- Exercise materials:

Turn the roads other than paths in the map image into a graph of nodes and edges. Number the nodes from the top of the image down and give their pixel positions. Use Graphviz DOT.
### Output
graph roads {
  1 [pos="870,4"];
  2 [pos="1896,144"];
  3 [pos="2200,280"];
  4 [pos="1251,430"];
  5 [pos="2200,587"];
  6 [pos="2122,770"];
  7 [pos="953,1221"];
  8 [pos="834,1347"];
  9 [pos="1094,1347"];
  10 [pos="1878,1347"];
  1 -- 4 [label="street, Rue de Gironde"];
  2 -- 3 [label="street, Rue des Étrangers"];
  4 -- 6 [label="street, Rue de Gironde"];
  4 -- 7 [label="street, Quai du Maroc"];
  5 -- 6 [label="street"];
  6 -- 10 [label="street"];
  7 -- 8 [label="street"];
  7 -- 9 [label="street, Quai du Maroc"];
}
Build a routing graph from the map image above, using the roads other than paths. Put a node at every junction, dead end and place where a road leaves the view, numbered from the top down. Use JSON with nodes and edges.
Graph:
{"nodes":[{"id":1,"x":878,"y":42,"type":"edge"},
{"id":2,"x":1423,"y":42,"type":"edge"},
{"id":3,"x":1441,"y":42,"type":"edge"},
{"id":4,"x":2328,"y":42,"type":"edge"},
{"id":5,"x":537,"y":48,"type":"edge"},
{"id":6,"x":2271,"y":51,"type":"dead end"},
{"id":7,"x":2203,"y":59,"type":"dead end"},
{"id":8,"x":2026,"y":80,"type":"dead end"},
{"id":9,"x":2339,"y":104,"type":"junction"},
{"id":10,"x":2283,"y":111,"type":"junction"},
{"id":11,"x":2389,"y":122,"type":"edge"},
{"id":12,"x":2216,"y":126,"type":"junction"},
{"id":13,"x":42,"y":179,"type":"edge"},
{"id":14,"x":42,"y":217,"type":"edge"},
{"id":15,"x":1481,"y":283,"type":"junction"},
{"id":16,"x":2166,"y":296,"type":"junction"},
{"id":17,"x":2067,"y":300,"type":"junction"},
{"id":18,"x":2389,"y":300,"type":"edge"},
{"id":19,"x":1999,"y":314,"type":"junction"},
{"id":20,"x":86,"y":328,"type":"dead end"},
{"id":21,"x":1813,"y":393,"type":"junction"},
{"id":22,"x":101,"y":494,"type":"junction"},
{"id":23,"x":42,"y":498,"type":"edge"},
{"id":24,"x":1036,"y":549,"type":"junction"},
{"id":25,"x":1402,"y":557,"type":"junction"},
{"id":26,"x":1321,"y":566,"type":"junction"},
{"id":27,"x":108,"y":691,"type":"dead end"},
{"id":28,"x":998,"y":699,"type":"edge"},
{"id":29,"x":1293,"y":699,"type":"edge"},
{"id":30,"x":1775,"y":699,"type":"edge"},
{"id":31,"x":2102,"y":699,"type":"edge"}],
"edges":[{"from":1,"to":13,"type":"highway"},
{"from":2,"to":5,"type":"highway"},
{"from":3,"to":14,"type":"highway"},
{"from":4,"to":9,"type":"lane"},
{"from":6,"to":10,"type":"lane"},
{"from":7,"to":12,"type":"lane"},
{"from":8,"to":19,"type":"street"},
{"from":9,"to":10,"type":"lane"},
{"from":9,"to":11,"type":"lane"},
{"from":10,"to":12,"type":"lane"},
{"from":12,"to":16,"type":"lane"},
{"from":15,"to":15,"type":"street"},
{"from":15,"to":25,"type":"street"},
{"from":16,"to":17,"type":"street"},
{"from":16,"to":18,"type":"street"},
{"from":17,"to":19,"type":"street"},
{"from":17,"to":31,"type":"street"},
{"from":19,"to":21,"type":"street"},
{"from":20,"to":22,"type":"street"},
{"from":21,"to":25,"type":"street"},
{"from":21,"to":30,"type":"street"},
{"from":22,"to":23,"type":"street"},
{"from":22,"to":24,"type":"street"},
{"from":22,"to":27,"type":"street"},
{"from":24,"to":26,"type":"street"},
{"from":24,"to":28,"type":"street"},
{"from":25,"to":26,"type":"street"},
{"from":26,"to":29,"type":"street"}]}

- Exercise description:
Copy out the entries exactly. Begin at the first line and end with the line that has "Build a routing".

- Written response:
Turn the roads other than paths in the map image into a graph of nodes and edges. Number the nodes from the top of the image down and give their pixel positions. Use Graphviz DOT.
### Output
graph roads {
  1 [pos="870,4"];
  2 [pos="1896,144"];
  3 [pos="2200,280"];
  4 [pos="1251,430"];
  5 [pos="2200,587"];
  6 [pos="2122,770"];
  7 [pos="953,1221"];
  8 [pos="834,1347"];
  9 [pos="1094,1347"];
  10 [pos="1878,1347"];
  1 -- 4 [label="street, Rue de Gironde"];
  2 -- 3 [label="street, Rue des Étrangers"];
  4 -- 6 [label="street, Rue de Gironde"];
  4 -- 7 [label="street, Quai du Maroc"];
  5 -- 6 [label="street"];
  6 -- 10 [label="street"];
  7 -- 8 [label="street"];
  7 -- 9 [label="street, Quai du Maroc"];
}
Build a routing graph from the map image above, using the roads other than paths. Put a node at every junction, dead end and place where a road leaves the view, numbered from the top down. Use JSON with nodes and edges.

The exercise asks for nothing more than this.